Task details
Each entry below has to be written out again exactly.
START Supplied data
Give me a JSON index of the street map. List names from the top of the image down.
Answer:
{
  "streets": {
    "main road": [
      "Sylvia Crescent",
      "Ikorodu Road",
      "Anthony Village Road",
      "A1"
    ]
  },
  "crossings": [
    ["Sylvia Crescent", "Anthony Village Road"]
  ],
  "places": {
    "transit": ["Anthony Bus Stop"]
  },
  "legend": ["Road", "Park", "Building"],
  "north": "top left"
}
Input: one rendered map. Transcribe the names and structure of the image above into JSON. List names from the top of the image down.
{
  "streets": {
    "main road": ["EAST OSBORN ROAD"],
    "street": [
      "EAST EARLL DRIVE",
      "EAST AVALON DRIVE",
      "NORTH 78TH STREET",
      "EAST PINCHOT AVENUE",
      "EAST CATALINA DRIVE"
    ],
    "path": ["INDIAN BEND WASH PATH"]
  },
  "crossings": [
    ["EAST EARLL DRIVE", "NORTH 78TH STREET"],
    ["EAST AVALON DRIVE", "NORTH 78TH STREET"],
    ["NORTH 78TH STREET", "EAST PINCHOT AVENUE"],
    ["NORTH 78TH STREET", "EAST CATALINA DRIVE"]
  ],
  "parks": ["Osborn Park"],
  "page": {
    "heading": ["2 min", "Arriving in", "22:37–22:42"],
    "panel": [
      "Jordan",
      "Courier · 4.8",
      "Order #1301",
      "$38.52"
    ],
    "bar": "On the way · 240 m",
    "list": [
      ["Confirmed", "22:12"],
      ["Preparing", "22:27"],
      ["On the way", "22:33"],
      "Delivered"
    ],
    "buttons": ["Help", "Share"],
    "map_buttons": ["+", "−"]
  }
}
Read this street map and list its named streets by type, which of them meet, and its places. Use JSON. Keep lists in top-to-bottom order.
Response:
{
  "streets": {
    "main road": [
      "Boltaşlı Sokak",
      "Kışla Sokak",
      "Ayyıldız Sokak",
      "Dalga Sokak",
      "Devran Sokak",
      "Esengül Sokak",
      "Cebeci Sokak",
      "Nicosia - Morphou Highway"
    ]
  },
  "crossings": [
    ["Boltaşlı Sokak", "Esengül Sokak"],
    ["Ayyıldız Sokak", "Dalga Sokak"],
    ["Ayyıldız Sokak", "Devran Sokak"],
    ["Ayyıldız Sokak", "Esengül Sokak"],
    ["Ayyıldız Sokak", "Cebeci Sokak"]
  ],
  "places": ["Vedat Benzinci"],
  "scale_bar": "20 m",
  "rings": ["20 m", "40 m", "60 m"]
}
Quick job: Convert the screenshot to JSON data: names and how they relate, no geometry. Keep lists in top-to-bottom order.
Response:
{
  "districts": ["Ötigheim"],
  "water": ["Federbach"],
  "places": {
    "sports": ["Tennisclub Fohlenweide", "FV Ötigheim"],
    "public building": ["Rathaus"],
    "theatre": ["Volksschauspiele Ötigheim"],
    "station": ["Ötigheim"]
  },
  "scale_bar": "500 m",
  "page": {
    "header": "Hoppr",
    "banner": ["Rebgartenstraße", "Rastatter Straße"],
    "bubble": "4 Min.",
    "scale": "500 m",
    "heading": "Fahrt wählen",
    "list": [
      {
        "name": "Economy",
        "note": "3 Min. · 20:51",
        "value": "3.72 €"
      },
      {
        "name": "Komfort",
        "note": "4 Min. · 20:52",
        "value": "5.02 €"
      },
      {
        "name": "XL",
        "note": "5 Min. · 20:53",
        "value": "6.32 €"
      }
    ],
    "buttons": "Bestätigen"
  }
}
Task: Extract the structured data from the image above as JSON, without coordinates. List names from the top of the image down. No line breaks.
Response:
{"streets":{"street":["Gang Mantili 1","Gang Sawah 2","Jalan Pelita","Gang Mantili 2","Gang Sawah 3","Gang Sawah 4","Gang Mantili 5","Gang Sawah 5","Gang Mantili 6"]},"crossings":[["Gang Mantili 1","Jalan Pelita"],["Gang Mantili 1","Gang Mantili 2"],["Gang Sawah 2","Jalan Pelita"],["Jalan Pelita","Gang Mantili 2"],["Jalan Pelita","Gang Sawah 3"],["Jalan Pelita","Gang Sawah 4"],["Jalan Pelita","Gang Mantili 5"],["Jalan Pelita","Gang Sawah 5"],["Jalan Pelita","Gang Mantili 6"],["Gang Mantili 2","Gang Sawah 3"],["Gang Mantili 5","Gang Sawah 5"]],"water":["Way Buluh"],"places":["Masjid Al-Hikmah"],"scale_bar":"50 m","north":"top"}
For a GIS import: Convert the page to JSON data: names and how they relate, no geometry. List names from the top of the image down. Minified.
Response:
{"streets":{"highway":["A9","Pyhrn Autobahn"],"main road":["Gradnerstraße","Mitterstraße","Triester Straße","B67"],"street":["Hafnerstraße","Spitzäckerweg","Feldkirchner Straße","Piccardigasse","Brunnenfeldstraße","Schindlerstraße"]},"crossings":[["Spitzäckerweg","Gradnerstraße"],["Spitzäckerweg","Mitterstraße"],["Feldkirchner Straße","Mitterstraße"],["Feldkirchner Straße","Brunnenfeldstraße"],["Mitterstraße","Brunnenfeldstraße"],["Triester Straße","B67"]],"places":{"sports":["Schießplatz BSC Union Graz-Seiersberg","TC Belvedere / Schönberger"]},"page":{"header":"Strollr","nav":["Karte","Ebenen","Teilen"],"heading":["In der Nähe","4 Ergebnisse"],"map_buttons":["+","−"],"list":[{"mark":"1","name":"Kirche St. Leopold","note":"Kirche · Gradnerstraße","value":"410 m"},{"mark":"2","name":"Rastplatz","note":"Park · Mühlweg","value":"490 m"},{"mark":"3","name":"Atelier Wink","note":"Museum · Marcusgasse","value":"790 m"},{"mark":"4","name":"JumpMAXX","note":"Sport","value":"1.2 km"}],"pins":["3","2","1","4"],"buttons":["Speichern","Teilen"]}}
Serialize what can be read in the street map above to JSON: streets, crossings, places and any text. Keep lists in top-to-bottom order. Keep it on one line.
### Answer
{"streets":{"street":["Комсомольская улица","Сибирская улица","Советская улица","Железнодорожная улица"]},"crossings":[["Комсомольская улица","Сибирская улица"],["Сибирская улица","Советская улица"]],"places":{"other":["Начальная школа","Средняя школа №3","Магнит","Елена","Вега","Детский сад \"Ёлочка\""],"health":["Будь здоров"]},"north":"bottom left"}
END Supplied data
Output for this exercise
Give me a JSON index of the street map. List names from the top of the image down.
Answer:
{
  "streets": {
    "main road": [
      "Sylvia Crescent",
      "Ikorodu Road",
      "Anthony Village Road",
      "A1"
    ]
  },
  "crossings": [
    ["Sylvia Crescent", "Anthony Village Road"]
  ],
  "places": {
    "transit": ["Anthony Bus Stop"]
  },
  "legend": ["Road", "Park", "Building"],
  "north": "top left"
}
Input: one rendered map. Transcribe the names and structure of the image above into JSON. List names from the top of the image down.
{
  "streets": {
    "main road": ["EAST OSBORN ROAD"],
    "street": [
      "EAST EARLL DRIVE",
      "EAST AVALON DRIVE",
      "NORTH 78TH STREET",
      "EAST PINCHOT AVENUE",
      "EAST CATALINA DRIVE"
    ],
    "path": ["INDIAN BEND WASH PATH"]
  },
  "crossings": [
    ["EAST EARLL DRIVE", "NORTH 78TH STREET"],
    ["EAST AVALON DRIVE", "NORTH 78TH STREET"],
    ["NORTH 78TH STREET", "EAST PINCHOT AVENUE"],
    ["NORTH 78TH STREET", "EAST CATALINA DRIVE"]
  ],
  "parks": ["Osborn Park"],
  "page": {
    "heading": ["2 min", "Arriving in", "22:37–22:42"],
    "panel": [
      "Jordan",
      "Courier · 4.8",
      "Order #1301",
      "$38.52"
    ],
    "bar": "On the way · 240 m",
    "list": [
      ["Confirmed", "22:12"],
      ["Preparing", "22:27"],
      ["On the way", "22:33"],
      "Delivered"
    ],
    "buttons": ["Help", "Share"],
    "map_buttons": ["+", "−"]
  }
}
Read this street map and list its named streets by type, which of them meet, and its places. Use JSON. Keep lists in top-to-bottom order.
Response:
{
  "streets": {
    "main road": [
      "Boltaşlı Sokak",
      "Kışla Sokak",
      "Ayyıldız Sokak",
      "Dalga Sokak",
      "Devran Sokak",
      "Esengül Sokak",
      "Cebeci Sokak",
      "Nicosia - Morphou Highway"
    ]
  },
  "crossings": [
    ["Boltaşlı Sokak", "Esengül Sokak"],
    ["Ayyıldız Sokak", "Dalga Sokak"],
    ["Ayyıldız Sokak", "Devran Sokak"],
    ["Ayyıldız Sokak", "Esengül Sokak"],
    ["Ayyıldız Sokak", "Cebeci Sokak"]
  ],
  "places": ["Vedat Benzinci"],
  "scale_bar": "20 m",
  "rings": ["20 m", "40 m", "60 m"]
}
Quick job: Convert the screenshot to JSON data: names and how they relate, no geometry. Keep lists in top-to-bottom order.
Response:
{
  "districts": ["Ötigheim"],
  "water": ["Federbach"],
  "places": {
    "sports": ["Tennisclub Fohlenweide", "FV Ötigheim"],
    "public building": ["Rathaus"],
    "theatre": ["Volksschauspiele Ötigheim"],
    "station": ["Ötigheim"]
  },
  "scale_bar": "500 m",
  "page": {
    "header": "Hoppr",
    "banner": ["Rebgartenstraße", "Rastatter Straße"],
    "bubble": "4 Min.",
    "scale": "500 m",
    "heading": "Fahrt wählen",
    "list": [
      {
        "name": "Economy",
        "note": "3 Min. · 20:51",
        "value": "3.72 €"
      },
      {
        "name": "Komfort",
        "note": "4 Min. · 20:52",
        "value": "5.02 €"
      },
      {
        "name": "XL",
        "note": "5 Min. · 20:53",
        "value": "6.32 €"
      }
    ],
    "buttons": "Bestätigen"
  }
}
Task: Extract the structured data from the image above as JSON, without coordinates. List names from the top of the image down. No line breaks.
Response:
{"streets":{"street":["Gang Mantili 1","Gang Sawah 2","Jalan Pelita","Gang Mantili 2","Gang Sawah 3","Gang Sawah 4","Gang Mantili 5","Gang Sawah 5","Gang Mantili 6"]},"crossings":[["Gang Mantili 1","Jalan Pelita"],["Gang Mantili 1","Gang Mantili 2"],["Gang Sawah 2","Jalan Pelita"],["Jalan Pelita","Gang Mantili 2"],["Jalan Pelita","Gang Sawah 3"],["Jalan Pelita","Gang Sawah 4"],["Jalan Pelita","Gang Mantili 5"],["Jalan Pelita","Gang Sawah 5"],["Jalan Pelita","Gang Mantili 6"],["Gang Mantili 2","Gang Sawah 3"],["Gang Mantili 5","Gang Sawah 5"]],"water":["Way Buluh"],"places":["Masjid Al-Hikmah"],"scale_bar":"50 m","north":"top"}
For a GIS import: Convert the page to JSON data: names and how they relate, no geometry. List names from the top of the image down. Minified.
Response:
{"streets":{"highway":["A9","Pyhrn Autobahn"],"main road":["Gradnerstraße","Mitterstraße","Triester Straße","B67"],"street":["Hafnerstraße","Spitzäckerweg","Feldkirchner Straße","Piccardigasse","Brunnenfeldstraße","Schindlerstraße"]},"crossings":[["Spitzäckerweg","Gradnerstraße"],["Spitzäckerweg","Mitterstraße"],["Feldkirchner Straße","Mitterstraße"],["Feldkirchner Straße","Brunnenfeldstraße"],["Mitterstraße","Brunnenfeldstraße"],["Triester Straße","B67"]],"places":{"sports":["Schießplatz BSC Union Graz-Seiersberg","TC Belvedere / Schönberger"]},"page":{"header":"Strollr","nav":["Karte","Ebenen","Teilen"],"heading":["In der Nähe","4 Ergebnisse"],"map_buttons":["+","−"],"list":[{"mark":"1","name":"Kirche St. Leopold","note":"Kirche · Gradnerstraße","value":"410 m"},{"mark":"2","name":"Rastplatz","note":"Park · Mühlweg","value":"490 m"},{"mark":"3","name":"Atelier Wink","note":"Museum · Marcusgasse","value":"790 m"},{"mark":"4","name":"JumpMAXX","note":"Sport","value":"1.2 km"}],"pins":["3","2","1","4"],"buttons":["Speichern","Teilen"]}}
Serialize what can be read in the street map above to JSON: streets, crossings, places and any text. Keep lists in top-to-bottom order. Keep it on one line.
### Answer
{"streets":{"street":["Комсомольская улица","Сибирская улица","Советская улица","Железнодорожная улица"]},"crossings":[["Комсомольская улица","Сибирская улица"],["Сибирская улица","Советская улица"]],"places":{"other":["Начальная школа","Средняя школа №3","Магнит","Елена","Вега","Детский сад \"Ёлочка\""],"health":["Будь здоров"]},"north":"bottom left"}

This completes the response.